Pero si el olvido (o la indiferencia) de nuestro mundo cultural hacia esa efémerides ha sido clamoroso, no se puede, sin embargo, calificar de absoluto. Y prueba de ello es la reedición (por cuarta vez, las anteriores datan de 1979, 1991 y 1999) del libro “Baudelaire y el artista de la vida moderna”, de Féliz de Azúa. Doctor en Filosofía, catedrático de Teoría del Arte y miembro de la Real Academia Española, Azúa es (amén de uno de los pocos intelectuales españoles que aún siguen ejerciendo como tal) quizá uno de los teóricos españoles que más vueltas y revueltas, y durante más tiempo, le han dado al “fenómeno Baudelaire”, entendiendo por ello no solo al poeta que renovó la lírica universal, sino al artista que, con mayor o menor conciencia de ello, protagoniza (y simboliza) la modernidad estética, lo que implica un nuevo estatus para el artista en el mundo moderno, una mirada nueva hacia ese mundo y la sociedad que lo habita y conforma, y una renovación radical de las formas expresivas que alcanza a todas las artes.

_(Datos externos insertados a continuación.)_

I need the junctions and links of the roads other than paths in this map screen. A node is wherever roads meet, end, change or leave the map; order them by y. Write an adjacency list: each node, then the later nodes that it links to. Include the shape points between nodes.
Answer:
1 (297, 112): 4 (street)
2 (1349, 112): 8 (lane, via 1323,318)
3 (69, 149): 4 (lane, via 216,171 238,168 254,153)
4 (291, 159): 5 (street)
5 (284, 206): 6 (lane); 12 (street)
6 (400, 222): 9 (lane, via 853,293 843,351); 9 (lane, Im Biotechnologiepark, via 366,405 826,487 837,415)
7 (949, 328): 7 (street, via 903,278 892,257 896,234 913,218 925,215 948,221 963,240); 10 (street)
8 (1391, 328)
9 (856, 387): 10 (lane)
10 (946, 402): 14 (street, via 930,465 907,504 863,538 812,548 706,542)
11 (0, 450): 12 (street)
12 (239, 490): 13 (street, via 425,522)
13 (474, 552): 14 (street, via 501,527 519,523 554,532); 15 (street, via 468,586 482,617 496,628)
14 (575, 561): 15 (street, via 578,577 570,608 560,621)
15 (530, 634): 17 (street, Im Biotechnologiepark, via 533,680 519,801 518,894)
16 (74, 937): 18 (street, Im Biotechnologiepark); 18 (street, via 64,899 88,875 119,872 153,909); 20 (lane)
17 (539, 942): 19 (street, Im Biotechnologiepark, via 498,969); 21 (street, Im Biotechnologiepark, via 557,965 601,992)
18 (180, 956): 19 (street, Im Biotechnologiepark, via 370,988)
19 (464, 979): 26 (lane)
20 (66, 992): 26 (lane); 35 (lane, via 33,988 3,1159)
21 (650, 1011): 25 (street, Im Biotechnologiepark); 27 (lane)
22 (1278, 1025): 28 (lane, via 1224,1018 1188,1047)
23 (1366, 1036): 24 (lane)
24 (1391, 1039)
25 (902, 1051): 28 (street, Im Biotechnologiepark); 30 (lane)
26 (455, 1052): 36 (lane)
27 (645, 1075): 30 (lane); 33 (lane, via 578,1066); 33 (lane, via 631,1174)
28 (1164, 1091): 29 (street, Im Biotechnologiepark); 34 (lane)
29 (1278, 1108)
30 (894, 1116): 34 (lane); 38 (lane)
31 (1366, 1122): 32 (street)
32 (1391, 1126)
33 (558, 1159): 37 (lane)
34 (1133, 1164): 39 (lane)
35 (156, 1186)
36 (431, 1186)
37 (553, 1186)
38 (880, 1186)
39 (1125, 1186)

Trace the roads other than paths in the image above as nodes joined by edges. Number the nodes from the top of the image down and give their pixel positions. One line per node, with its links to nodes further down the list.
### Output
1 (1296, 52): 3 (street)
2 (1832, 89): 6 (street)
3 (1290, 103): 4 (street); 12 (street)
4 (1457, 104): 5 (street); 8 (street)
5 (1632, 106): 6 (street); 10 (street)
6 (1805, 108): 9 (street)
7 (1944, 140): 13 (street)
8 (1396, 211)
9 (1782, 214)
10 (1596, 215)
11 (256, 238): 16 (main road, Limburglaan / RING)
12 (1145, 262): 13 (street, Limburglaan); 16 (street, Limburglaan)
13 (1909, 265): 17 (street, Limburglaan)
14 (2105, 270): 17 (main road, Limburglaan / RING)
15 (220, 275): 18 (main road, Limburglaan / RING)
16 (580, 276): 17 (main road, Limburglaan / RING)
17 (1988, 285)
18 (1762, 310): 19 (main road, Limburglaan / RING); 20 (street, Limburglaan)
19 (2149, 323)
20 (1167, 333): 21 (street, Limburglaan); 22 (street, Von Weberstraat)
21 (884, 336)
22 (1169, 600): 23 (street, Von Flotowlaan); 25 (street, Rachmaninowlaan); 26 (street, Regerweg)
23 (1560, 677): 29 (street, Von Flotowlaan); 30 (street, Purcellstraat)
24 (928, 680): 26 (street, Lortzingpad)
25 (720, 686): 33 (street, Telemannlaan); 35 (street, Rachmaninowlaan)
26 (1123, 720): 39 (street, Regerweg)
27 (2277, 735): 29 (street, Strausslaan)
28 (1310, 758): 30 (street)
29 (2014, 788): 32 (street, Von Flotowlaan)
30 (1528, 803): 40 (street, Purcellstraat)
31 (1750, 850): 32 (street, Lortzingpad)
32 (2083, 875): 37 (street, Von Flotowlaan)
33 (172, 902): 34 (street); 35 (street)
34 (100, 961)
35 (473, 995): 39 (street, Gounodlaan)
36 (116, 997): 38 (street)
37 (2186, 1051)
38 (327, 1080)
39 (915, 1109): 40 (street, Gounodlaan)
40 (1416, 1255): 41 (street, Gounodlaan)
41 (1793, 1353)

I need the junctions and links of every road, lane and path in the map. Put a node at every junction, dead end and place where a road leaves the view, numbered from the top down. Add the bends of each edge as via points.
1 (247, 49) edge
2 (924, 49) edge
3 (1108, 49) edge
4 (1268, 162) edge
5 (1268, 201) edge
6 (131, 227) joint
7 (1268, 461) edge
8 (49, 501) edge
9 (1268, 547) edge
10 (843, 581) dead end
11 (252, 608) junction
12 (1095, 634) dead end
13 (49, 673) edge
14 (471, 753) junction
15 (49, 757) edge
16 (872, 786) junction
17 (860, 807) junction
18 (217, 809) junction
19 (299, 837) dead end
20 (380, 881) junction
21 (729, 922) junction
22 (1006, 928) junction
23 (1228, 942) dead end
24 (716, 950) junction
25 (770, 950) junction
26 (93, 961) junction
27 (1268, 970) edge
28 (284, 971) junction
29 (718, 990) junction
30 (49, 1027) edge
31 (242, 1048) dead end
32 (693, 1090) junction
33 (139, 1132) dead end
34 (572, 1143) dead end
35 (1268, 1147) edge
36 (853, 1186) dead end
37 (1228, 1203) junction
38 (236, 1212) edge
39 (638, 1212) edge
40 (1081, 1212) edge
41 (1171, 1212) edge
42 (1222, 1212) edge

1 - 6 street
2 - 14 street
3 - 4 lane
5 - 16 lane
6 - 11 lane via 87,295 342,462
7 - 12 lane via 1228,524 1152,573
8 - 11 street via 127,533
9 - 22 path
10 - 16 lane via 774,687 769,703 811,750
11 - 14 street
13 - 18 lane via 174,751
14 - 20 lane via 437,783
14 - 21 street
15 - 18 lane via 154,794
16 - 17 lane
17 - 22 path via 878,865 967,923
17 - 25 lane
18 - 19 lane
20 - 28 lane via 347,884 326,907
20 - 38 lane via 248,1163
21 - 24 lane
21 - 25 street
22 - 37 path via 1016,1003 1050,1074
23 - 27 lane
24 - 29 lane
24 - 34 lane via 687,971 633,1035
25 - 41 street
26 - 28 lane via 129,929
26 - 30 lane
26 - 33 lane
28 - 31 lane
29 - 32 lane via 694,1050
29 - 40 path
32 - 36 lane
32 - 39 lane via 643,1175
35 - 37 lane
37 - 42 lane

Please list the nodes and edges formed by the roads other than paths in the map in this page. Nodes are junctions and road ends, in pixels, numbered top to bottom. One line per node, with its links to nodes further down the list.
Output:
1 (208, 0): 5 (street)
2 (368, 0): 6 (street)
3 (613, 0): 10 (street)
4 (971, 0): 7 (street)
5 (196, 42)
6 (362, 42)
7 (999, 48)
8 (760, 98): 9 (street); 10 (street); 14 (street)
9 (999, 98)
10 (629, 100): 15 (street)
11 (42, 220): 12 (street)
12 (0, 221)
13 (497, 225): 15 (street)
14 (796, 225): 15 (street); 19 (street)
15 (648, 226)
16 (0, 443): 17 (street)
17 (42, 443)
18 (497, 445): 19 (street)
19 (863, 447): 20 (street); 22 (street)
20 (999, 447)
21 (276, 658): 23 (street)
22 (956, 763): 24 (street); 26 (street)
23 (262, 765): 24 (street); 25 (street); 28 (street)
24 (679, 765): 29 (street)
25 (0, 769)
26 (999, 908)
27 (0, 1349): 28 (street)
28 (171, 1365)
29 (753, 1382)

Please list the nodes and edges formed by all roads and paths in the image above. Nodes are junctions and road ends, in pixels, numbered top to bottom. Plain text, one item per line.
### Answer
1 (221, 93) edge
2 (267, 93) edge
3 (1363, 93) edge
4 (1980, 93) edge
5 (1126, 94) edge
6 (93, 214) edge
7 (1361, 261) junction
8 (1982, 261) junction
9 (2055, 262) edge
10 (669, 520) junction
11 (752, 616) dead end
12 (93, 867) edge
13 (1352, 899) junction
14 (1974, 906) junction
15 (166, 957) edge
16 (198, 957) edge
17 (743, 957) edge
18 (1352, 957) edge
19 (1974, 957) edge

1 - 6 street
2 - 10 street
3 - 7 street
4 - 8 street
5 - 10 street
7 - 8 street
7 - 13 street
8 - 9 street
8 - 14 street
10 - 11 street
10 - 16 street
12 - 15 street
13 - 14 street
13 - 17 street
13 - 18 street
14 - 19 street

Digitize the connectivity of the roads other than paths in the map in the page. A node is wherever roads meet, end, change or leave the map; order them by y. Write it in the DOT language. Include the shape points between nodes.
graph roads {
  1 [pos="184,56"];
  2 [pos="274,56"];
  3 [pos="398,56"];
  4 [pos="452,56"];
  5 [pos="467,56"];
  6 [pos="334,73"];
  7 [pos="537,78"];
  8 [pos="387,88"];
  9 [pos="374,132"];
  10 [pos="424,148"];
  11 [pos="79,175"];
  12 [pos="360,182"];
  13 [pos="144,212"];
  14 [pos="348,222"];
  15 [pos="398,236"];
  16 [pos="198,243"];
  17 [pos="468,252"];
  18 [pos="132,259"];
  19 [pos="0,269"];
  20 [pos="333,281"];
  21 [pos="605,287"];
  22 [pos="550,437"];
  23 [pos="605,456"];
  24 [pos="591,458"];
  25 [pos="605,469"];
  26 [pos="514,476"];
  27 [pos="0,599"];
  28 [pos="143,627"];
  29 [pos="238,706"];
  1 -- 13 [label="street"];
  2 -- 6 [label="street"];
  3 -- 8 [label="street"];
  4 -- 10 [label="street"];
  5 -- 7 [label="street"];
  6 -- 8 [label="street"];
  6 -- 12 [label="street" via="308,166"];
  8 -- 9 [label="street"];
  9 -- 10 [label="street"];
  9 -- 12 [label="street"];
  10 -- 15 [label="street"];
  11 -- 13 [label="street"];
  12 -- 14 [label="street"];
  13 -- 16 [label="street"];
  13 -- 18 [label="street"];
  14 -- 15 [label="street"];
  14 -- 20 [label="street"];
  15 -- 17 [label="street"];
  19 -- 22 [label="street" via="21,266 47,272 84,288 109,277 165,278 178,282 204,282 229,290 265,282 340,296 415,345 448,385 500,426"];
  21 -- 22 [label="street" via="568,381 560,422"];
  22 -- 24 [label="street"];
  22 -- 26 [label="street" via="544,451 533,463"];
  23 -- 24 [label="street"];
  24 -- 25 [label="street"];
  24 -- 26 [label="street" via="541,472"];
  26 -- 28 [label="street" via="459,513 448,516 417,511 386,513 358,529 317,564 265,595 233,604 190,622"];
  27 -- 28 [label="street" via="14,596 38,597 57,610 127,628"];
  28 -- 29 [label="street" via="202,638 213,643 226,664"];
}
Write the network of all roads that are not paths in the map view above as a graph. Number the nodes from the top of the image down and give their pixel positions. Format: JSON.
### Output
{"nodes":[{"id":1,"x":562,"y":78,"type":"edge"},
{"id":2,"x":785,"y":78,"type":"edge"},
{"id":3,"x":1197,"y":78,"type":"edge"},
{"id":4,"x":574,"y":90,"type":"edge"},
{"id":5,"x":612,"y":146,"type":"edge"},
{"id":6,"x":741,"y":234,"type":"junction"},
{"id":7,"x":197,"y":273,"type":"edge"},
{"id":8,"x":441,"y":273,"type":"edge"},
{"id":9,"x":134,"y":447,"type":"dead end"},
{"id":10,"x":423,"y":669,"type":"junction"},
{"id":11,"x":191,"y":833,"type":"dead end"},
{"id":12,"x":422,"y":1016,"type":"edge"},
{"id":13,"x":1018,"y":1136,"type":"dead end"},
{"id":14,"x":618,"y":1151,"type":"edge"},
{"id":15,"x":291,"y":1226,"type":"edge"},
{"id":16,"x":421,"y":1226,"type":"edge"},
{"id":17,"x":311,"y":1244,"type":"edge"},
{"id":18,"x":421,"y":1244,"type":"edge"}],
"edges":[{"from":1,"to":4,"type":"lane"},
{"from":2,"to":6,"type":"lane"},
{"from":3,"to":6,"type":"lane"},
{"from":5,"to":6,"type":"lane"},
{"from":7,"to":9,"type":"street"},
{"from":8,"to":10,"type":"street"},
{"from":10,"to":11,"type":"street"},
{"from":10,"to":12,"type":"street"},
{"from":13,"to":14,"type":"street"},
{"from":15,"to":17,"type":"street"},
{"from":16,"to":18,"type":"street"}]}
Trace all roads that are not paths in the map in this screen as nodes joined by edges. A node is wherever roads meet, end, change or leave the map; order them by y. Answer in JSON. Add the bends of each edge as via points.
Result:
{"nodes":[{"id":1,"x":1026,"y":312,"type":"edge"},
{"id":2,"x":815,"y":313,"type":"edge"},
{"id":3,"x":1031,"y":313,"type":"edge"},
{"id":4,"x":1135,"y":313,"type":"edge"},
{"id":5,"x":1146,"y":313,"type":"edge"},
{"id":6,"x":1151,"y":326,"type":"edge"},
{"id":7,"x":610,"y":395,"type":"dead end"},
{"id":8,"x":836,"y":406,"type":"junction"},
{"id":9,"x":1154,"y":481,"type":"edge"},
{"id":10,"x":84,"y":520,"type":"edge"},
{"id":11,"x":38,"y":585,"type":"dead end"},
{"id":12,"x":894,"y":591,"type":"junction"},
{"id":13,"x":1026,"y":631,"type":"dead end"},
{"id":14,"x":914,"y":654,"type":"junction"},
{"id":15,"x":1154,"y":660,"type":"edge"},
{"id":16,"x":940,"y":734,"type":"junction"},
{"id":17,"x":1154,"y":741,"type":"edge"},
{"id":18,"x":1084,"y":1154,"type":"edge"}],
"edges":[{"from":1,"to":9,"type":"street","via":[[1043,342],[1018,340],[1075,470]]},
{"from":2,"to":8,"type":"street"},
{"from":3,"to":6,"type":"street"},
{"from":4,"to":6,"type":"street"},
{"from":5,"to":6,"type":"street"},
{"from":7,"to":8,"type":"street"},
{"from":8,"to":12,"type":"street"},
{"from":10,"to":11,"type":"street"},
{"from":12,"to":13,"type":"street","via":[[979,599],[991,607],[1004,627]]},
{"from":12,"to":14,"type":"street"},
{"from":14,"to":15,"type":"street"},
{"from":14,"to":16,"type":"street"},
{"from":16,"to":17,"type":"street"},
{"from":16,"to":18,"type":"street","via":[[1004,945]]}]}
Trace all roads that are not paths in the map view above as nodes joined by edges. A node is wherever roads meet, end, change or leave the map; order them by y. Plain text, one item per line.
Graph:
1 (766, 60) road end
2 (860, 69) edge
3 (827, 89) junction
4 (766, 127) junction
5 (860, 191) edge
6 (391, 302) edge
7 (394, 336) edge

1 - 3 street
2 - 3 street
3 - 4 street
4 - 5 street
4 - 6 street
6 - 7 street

2021 ha sido el año del bicentenario del nacimiento de Charles Baudelaire
Ya a finales de los años 70 (en una sociedad española en plena “transición”), Azúa identificó en Baudelaire a uno de los primeros testigos “consecuentes y lúcidos” del mundo que se avecinaba tras la revolución burguesa. Era, dice, “el último de un mundo clásico en extinción y el primero del mundo moderno en potente ascenso”. Una bisagra sobre la que va a girar todo el mundo del arte. Con él desaparece “la confortable habitación de la tierra que aún los románticos habían conseguido sostener con sublimes paisajes y una lírica orquestal”: para Baudelaire ya no cuenta “la naturaleza”, sino la ciudad abarrotada y en incesante movimiento; ni siquiera le inquieta o le tortura, como a Hölderlin, “la ausencia de los dioses”, el vacío que deja la ausencia de lo sagrado. Baudelaire ya no ve a los poetas como “mensajeros de los dioses”, sino como vagabundos, miserables, alcohólicos y marginales, y sin embargo como los únicos ciudadanos decentes en una sociedad sin alma.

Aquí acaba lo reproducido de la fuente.